I spent a year in Johannesburg, South Africa, volunteering for several NGOs, and contributing to open-source and personal projects.

2006 – 2009

Bloomberg, New York City

Bloomberg is an information services company, focusing on financial data. I was an engineer on the BLAW team, which provided research tools for corporate lawyers. I focused on BBLS, a federated (distributed) legal document search engine. I scaled BBLS from dozens to thousands of concurrent users, and from tens- to hundreds-of-millions of documents.
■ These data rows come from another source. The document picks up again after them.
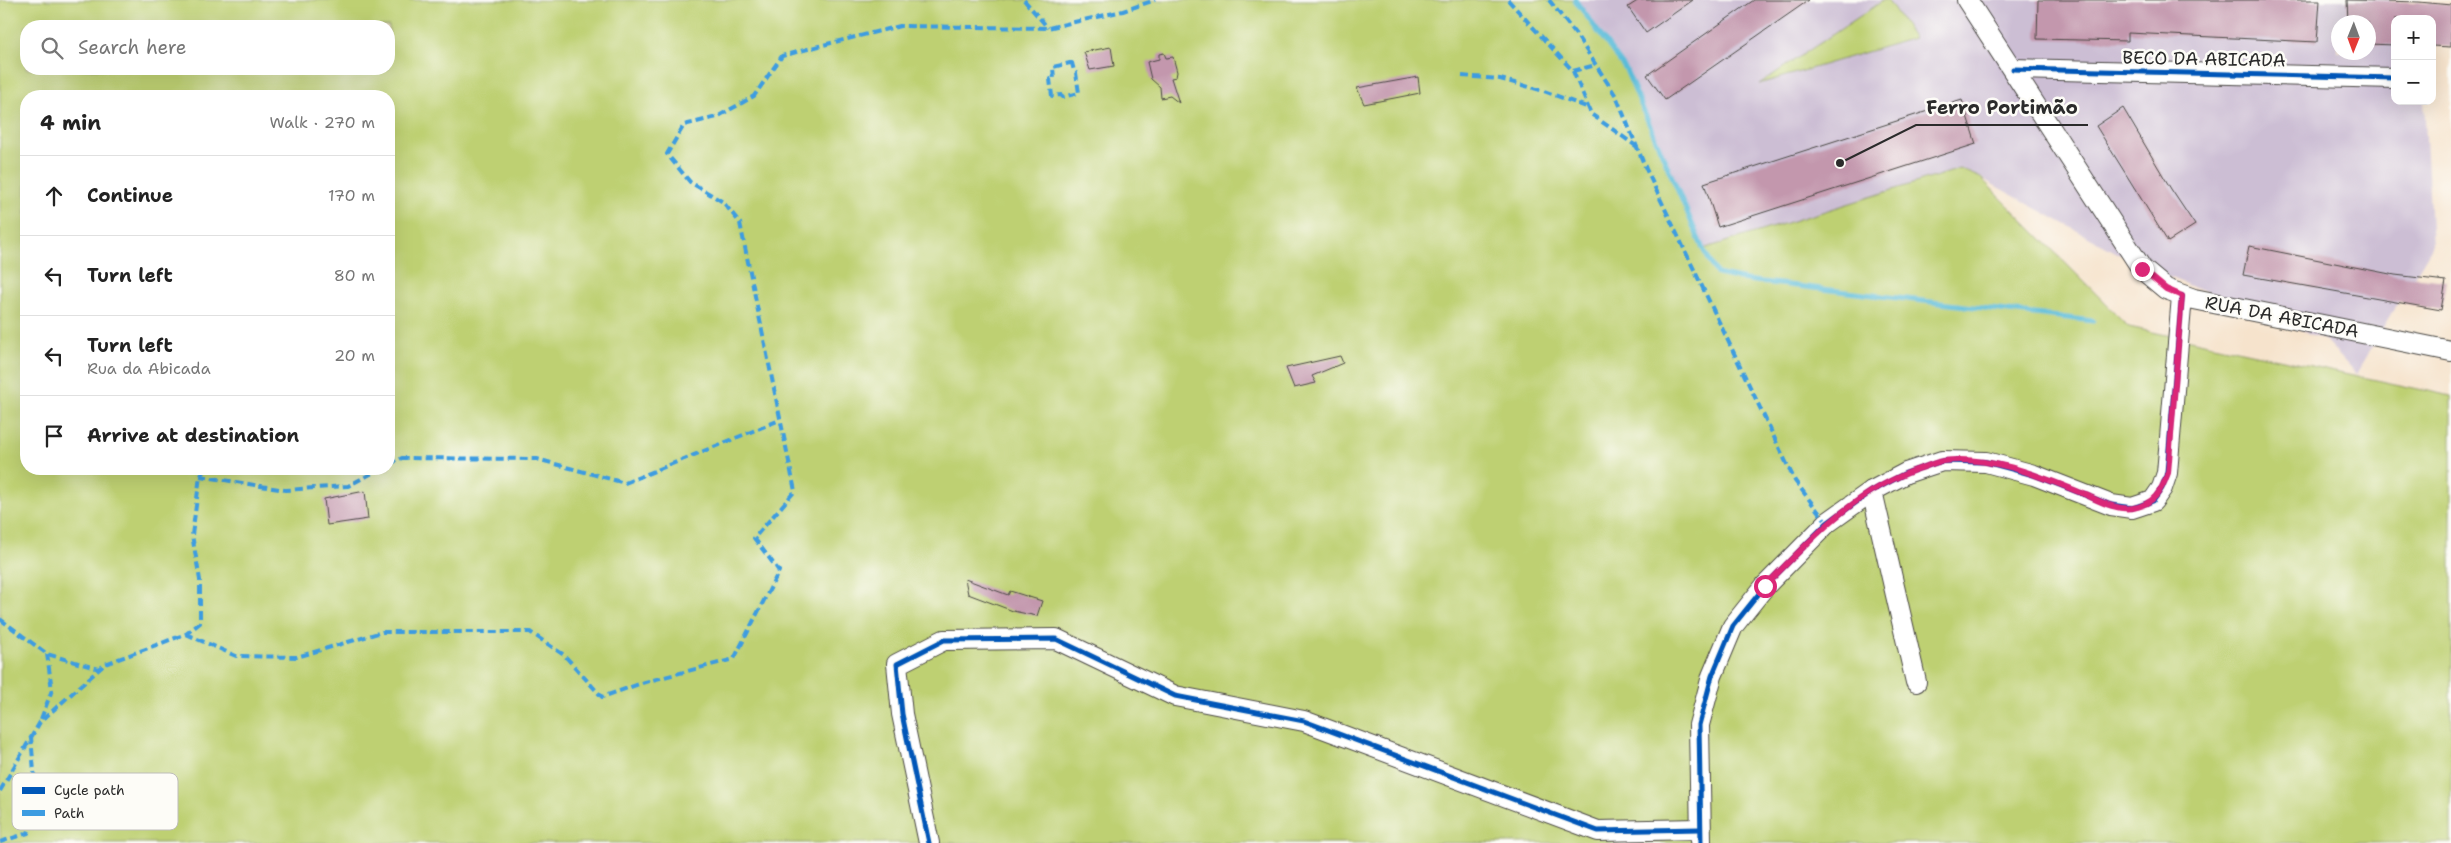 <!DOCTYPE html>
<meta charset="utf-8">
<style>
body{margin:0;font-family:"Shantell Sans",sans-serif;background:#f6f6f6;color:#222}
.controls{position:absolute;right:15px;top:15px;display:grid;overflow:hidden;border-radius:10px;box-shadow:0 5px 20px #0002}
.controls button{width:45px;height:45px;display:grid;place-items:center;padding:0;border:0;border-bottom:1px solid #e0e0e0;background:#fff;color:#222;font:25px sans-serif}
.compass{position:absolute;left:2331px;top:15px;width:45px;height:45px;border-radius:50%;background:#fff;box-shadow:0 5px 20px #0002;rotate:181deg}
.stop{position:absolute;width:15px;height:15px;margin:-11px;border:4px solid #db2777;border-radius:50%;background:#fff}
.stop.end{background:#db2777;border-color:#fff;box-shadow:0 1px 5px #0008}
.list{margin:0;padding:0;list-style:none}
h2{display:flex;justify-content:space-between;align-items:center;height:65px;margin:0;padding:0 20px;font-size:21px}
h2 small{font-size:16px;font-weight:400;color:#767676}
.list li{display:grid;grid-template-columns:32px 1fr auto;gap:15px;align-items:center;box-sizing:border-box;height:80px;padding:0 20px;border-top:1px solid #e0e0e0}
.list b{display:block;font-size:19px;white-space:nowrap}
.list p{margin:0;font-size:16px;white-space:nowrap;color:#767676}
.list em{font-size:16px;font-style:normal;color:#767676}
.icon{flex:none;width:28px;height:28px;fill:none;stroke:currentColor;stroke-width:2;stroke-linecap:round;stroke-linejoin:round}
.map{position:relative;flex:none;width:2451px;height:843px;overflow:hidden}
.search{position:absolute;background:#fff;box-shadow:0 5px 20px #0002;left:20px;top:20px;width:375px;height:55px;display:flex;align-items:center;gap:12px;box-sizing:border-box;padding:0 18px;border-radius:20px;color:#767676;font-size:19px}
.panel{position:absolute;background:#fff;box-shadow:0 5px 20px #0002;left:20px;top:90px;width:375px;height:385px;border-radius:20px}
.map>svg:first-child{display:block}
.industrial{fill:#ccbed4;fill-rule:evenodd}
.green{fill:#bed072;stroke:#747e4e;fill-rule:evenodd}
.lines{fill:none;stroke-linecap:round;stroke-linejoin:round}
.stream{stroke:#5abcd9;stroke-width:5}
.building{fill:#c397ad}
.street-casing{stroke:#494743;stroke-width:22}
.street{stroke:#fff;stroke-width:20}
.quiet{stroke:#3d9ce1;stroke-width:4;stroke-dasharray:8 4;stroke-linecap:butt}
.cycleway-casing{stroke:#fdfcf7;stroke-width:8}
.cycleway{stroke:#0057b8;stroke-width:5}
.route{stroke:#db2777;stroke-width:6}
.labels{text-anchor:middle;stroke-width:5;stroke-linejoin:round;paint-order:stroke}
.street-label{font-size:18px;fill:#2b2b2b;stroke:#fdfcf7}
.key{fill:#fdfcf7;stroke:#bebdba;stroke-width:1}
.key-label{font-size:14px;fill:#2b2b2b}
.leader{fill:none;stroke:#2b2b2b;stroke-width:2}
.callout-dot{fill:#2b2b2b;stroke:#fdfcf7;stroke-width:2}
.callout-label{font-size:19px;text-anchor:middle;font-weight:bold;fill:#2b2b2b;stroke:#fdfcf7;stroke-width:5;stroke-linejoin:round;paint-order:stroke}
</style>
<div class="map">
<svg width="2451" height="843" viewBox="0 0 2451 843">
<rect width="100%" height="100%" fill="#fdfcf7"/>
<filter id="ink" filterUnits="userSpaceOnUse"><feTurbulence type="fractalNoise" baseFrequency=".02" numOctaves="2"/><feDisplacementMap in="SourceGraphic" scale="10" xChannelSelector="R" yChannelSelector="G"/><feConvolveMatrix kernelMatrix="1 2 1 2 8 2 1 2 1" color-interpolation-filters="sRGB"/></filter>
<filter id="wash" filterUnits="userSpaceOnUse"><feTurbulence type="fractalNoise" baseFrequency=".0096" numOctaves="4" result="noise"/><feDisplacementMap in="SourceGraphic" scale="20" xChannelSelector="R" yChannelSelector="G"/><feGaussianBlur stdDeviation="1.12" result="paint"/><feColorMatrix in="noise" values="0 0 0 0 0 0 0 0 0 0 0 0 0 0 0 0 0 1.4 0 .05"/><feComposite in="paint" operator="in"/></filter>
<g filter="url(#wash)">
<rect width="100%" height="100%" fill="#f6e3cc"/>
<!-- industrial -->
<path class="industrial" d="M 1575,0 L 2390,0 L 2398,19 L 2395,19 L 2395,101 L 2424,101 L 2432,247 L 2356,374 L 2325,340 L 2141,266 L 1981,178 L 1960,169 L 1703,249 L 1626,70 ZM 2338,22 L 2368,22 L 2368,52 L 2338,52 Z"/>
<!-- green -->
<g class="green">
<path d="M 0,0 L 1575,0 L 1626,70 L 1703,249 L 1960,169 L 1981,178 L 2129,327 L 2451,396 L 2451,843 L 0,843 ZM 26,26 L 389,26 L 389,69 L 26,69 ZM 26,96 L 389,96 L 389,469 L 26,469 Z"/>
<polygon points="1884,0 1888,0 1914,38 1759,84"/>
</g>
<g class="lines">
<!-- stream -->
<polyline class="stream" points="1575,0 1626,70 1703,249 1717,274 1746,280 2093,321"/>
</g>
<g id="blocks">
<!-- building -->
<g class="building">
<polygon points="1639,0 1693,0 1646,33 1628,7"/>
<polygon points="1754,0 1809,0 1665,100 1647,75"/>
<polygon points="2038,0 2320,0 2317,42 2128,33 2128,41 2037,39"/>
<polygon points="2347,0 2419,2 2451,5 2451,47 2432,46 2432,19 2395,19 2395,45 2368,44 2368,22 2348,22"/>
<polygon points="1111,47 1114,66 1090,70 1084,52"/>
<polygon points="1164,53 1166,58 1173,57 1177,72 1176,77 1171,78 1179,103 1170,96 1161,98 1160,87 1151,79 1147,62 1159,59 1159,54"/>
<polygon points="1418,77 1420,93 1364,104 1357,88"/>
<polygon points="1962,100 1976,144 1718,227 1704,183"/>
<polygon points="2123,108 2171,189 2195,225 2168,242 2096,126"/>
<polygon points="2249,246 2395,275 2446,281 2441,310 2243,275"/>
<polygon points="1340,356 1343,363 1312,376 1316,383 1294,388 1286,368"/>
<polygon points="365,491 368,519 327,525 324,499"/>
<polygon points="965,579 1008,595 1010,591 1042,601 1037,616 1013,611 968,594"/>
</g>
</g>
</g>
<g filter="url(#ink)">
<use href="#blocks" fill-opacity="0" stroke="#494743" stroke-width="1"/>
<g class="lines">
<defs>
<g id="street">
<polyline points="1967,0 2142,269 2166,289 2194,299 2451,351"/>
<polyline points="2013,69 2395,78"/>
<polyline points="1872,491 1916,682"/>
<polyline points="1701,841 1699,725 1712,676 1733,626 1765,586 1827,523 1872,491 1906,473 1942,461 1986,462 2034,475 2111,505 2132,508 2153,501 2162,488 2167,473 2182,296"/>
<polyline points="929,843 902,714 897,664 944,640 1056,639 1175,696 1304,721 1598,831 1700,829"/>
</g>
</defs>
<!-- street casing -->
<use href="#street" class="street-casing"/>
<!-- street -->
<use href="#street" class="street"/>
<!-- quiet -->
<g class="quiet">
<polyline points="1024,0 1048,28"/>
<polyline points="1508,0 1573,71 1596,65"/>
<polyline points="1549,0 1577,36 1616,96 1646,169 1795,481 1827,523"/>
<polygon points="1070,63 1072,63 1074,71 1076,73 1079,93 1063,97 1061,95 1052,96 1050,79 1054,79 1053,67"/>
<polyline points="1573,71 1591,114 1636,146"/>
<polyline points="1462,76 1500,79 1544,91 1589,108"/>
<polyline points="389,464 402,458 537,459 625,483 780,420"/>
<polyline points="200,476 285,490 348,486 380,469"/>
<polyline points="0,619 47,654 99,669"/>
<polyline points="186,634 236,656 297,657 382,632 530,632 564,655 602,697 645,682 734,659 779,571 754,538 795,491 740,223 723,202 690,182 667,154 684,125 717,117 754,96 782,56 819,46 900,26 1048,28 1123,11 1155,0"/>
<polyline points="41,719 52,690 47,654"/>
<polyline points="0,791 40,722 105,664 186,634 200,623 200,580 192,535 200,476 205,469"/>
<polyline points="0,842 28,833 37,806 31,737"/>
</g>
<defs>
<g id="cycleway">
<polyline points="2013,69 2395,78"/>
<polyline points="929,843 902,714 897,664 944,640 1056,639 1175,696 1304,721 1598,831 1700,829"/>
<polyline points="1701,843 1699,725 1712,676 1733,626 1765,586 1827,523 1872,491 1906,473 1942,461 1986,462 2034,475 2111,505 2132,508 2153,501 2162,488 2167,473 2182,296"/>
</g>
</defs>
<!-- cycleway casing -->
<use href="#cycleway" class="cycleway-casing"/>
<!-- cycleway -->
<use href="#cycleway" class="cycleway"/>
</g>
</g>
<g class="lines" filter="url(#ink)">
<!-- route -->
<path class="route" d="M 1765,586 C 1812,538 1855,490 1921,468 C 1928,466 1935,462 1943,461 C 1989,455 2037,475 2079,492 C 2095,498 2114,511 2133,508 C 2154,504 2161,492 2168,473 L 2182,296 L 2166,289 L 2142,269"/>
</g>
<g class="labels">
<!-- street labels -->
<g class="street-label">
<text transform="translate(2204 59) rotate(1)" y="6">BECO DA ABICADA</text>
<text transform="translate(2282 317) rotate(11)" y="6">RUA DA ABICADA</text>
</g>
</g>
<!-- legend -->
<rect x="12" y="773" width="166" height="57" rx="8" class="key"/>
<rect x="22" y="787" width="23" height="7" fill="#0057b8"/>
<rect x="22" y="810" width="23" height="6" fill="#3d9ce1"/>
<g class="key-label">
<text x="54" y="795">Cycle path</text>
<text x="54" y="818">Path</text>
</g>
<!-- callouts -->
<path class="leader" d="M1840 163L1916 125H2088"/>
<circle class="callout-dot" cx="1840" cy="163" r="5"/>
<g class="callout-label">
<text x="2002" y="114">Ferro Portimão</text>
</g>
</svg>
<div class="controls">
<button>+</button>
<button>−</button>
</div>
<svg class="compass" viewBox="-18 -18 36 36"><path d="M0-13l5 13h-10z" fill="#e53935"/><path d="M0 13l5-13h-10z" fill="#767676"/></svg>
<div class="stop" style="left:1765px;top:586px"></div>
<div class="stop end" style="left:2142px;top:269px"></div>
<div class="search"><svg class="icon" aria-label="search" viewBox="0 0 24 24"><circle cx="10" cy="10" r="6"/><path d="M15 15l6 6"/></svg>Search here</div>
<section class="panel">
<h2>4 min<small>Walk · 270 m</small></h2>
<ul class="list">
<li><svg class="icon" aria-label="ahead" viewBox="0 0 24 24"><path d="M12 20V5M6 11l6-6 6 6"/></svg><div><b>Continue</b></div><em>170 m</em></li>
<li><svg class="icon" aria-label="left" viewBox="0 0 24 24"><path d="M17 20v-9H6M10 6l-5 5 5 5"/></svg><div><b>Turn left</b></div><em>80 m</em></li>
<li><svg class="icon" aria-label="left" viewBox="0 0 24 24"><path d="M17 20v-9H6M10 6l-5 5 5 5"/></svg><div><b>Turn left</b><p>Rua da Abicada</p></div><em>20 m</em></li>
<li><svg class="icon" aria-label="arrive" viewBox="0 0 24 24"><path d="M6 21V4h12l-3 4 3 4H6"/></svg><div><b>Arrive at destination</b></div></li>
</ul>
</section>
</div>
My job involved defining and maintaining strict SLAs, system health monitoring, and code quality control measures.

2002 – 2006

ADTRAN, Huntsville

ADTRAN manufactures network equipment for carriers and the enterprise. I was a co-op student engineer (like a recurring internship) on several different teams. I implemented SNMP and TFTP features on embedded-class hardware, and developed multiple new features for ADTRAN's routers and switches, with an emphasis on security and VPN technologies.

2001 – 2006

Clemson University, Clemson

I earned a Bachelor of Science (B.S.) in Computer Engineering, which is a mix of pure Computer Science and Electrical Engineering. I emphasized software engineering and network (distributed) programming. I graduated with honors, and a minor in mathematics.